(Stored records)
-=-=-=-=-

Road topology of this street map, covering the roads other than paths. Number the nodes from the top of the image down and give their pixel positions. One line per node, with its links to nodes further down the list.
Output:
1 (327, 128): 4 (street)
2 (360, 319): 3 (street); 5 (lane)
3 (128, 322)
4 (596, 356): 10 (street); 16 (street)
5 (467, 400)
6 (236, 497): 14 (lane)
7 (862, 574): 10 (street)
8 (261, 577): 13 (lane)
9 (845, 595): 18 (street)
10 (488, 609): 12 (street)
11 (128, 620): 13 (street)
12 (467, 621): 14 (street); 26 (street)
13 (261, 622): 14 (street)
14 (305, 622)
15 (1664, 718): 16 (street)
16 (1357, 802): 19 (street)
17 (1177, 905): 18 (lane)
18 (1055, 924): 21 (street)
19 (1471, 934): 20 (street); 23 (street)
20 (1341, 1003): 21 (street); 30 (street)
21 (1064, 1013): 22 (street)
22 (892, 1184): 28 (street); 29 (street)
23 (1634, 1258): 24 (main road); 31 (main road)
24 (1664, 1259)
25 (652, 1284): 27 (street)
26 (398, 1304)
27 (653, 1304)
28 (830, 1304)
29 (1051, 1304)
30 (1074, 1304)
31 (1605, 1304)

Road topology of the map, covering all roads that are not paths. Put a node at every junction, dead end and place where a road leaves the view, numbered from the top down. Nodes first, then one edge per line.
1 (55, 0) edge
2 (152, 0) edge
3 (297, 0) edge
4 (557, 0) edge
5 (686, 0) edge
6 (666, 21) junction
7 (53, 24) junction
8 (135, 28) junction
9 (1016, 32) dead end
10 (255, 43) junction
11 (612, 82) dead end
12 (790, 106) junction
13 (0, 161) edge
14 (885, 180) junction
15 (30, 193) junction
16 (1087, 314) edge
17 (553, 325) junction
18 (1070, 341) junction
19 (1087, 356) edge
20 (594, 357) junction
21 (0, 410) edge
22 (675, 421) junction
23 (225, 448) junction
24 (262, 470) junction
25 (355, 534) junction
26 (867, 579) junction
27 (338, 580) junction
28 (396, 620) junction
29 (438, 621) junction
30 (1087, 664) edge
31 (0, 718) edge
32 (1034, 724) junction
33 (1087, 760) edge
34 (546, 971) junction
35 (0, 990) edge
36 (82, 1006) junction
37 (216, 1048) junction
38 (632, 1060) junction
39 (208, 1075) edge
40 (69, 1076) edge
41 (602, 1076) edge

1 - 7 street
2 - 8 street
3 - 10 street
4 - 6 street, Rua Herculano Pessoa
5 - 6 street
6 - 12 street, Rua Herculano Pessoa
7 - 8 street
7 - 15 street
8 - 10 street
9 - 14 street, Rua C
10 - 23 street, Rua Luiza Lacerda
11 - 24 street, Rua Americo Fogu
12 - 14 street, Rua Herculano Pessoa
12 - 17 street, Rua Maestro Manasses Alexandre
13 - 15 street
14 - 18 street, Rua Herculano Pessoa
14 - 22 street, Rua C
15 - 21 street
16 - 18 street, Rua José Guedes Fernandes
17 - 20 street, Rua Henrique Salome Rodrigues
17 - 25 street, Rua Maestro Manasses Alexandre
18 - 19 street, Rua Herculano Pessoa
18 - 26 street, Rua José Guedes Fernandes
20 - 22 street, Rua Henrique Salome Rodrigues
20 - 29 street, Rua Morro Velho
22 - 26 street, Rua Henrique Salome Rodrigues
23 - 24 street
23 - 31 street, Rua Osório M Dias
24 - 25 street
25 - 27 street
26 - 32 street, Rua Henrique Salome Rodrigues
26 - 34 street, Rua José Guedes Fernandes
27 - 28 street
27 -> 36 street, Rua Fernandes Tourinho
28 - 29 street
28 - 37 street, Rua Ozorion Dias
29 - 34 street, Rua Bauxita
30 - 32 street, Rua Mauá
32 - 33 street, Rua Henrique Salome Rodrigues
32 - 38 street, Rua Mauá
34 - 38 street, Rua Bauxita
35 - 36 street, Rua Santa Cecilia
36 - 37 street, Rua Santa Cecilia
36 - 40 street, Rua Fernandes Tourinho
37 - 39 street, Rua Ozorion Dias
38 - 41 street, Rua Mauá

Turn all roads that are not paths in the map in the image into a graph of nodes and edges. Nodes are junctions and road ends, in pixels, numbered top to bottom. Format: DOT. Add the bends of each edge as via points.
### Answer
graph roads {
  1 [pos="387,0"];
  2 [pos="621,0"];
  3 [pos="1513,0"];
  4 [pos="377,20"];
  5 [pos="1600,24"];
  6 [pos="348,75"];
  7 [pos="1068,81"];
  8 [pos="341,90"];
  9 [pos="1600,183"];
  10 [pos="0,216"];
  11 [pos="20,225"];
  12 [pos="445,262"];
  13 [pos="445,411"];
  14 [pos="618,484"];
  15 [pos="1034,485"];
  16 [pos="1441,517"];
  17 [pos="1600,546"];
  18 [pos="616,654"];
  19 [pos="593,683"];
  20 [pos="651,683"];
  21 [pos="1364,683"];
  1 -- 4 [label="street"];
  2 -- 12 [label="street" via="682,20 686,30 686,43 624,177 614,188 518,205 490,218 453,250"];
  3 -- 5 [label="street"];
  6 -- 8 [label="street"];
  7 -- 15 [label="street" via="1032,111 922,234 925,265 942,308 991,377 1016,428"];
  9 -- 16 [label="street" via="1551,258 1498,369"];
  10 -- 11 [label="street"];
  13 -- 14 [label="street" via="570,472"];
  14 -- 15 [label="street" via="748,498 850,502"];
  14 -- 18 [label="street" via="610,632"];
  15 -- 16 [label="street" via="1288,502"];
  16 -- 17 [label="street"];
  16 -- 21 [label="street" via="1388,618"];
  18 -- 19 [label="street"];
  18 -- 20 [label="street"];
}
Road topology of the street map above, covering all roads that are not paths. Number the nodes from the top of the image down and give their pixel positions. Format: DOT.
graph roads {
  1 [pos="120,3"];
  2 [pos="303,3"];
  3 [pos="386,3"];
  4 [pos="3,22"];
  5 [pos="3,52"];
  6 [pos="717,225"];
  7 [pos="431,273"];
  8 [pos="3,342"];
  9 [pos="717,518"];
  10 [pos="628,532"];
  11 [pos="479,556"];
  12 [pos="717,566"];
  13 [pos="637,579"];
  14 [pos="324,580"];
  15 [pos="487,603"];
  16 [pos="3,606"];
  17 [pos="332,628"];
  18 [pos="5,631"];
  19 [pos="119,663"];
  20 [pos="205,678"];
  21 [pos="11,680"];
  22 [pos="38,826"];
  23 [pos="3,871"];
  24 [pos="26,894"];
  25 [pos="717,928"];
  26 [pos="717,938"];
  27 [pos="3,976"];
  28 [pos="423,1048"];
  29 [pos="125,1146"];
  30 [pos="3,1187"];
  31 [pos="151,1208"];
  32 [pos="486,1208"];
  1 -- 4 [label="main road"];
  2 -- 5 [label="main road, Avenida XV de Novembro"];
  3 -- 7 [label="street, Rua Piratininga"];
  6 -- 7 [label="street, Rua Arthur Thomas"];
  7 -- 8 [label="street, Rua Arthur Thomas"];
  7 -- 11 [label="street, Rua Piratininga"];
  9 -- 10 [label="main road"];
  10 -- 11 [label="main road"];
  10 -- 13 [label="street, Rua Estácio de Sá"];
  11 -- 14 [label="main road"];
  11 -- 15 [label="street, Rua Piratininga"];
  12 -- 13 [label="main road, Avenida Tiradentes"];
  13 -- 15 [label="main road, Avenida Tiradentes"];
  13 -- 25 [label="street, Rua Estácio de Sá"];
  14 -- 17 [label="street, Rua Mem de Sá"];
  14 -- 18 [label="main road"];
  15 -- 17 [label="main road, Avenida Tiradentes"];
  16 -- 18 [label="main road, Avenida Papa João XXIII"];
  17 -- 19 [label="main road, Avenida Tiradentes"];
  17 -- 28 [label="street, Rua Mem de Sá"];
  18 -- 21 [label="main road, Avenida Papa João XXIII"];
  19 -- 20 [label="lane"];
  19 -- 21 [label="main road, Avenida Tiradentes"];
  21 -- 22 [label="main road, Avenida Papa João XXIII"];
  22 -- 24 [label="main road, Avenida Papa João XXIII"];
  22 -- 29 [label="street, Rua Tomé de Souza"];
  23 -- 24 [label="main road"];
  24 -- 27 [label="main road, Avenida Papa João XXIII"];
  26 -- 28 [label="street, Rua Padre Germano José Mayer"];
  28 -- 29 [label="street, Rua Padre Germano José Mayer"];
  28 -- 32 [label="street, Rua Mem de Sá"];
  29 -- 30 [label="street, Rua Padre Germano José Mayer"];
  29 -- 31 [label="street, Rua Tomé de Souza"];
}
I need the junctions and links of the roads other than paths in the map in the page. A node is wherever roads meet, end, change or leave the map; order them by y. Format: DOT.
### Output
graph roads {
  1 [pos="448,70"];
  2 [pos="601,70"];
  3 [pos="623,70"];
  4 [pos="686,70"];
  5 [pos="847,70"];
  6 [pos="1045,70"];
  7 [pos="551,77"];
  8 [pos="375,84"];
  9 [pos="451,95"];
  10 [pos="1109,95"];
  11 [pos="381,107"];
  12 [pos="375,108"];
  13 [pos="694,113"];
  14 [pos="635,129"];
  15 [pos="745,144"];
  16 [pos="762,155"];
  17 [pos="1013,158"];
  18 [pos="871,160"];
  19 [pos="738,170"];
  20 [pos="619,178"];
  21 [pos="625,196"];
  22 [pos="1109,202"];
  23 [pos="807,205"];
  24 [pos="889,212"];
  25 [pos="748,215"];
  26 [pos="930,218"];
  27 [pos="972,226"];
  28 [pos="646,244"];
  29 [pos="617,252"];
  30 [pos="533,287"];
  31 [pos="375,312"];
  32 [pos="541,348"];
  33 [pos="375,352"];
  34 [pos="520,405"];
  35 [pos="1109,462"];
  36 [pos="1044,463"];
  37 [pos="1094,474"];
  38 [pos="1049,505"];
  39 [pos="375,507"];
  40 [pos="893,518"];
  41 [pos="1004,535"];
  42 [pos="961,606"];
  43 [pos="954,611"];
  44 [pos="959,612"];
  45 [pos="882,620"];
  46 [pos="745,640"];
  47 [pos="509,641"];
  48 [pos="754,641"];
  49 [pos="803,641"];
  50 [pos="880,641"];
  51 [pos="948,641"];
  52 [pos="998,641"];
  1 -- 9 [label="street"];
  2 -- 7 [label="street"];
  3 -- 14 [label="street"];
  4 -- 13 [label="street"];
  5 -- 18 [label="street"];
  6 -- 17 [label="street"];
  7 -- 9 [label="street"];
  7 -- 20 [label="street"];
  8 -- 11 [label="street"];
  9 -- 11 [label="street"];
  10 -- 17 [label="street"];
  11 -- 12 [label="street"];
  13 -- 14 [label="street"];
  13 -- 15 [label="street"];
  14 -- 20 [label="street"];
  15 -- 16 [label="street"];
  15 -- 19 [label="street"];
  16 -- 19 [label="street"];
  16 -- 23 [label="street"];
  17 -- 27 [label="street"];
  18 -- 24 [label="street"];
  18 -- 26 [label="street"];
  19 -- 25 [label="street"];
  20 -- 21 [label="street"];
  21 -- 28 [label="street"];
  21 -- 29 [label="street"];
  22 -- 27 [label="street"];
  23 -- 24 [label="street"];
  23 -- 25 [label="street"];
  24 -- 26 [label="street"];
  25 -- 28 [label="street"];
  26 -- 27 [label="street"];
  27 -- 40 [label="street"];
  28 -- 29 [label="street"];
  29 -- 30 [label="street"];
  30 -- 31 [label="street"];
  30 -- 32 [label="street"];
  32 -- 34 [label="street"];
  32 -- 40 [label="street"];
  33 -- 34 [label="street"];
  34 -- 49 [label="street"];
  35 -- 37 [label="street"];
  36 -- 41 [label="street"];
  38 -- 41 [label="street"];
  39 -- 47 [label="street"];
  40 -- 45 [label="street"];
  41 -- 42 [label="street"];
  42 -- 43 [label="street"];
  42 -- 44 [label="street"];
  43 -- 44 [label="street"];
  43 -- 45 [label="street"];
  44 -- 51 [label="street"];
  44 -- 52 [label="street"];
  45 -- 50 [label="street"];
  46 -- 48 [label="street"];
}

-=-=-=-=-

Show every line above where "Tiradentes" is found.

Answer to this exercise ▸
  12 -- 13 [label="main road, Avenida Tiradentes"];
  13 -- 15 [label="main road, Avenida Tiradentes"];
  15 -- 17 [label="main road, Avenida Tiradentes"];
  17 -- 19 [label="main road, Avenida Tiradentes"];
  19 -- 21 [label="main road, Avenida Tiradentes"];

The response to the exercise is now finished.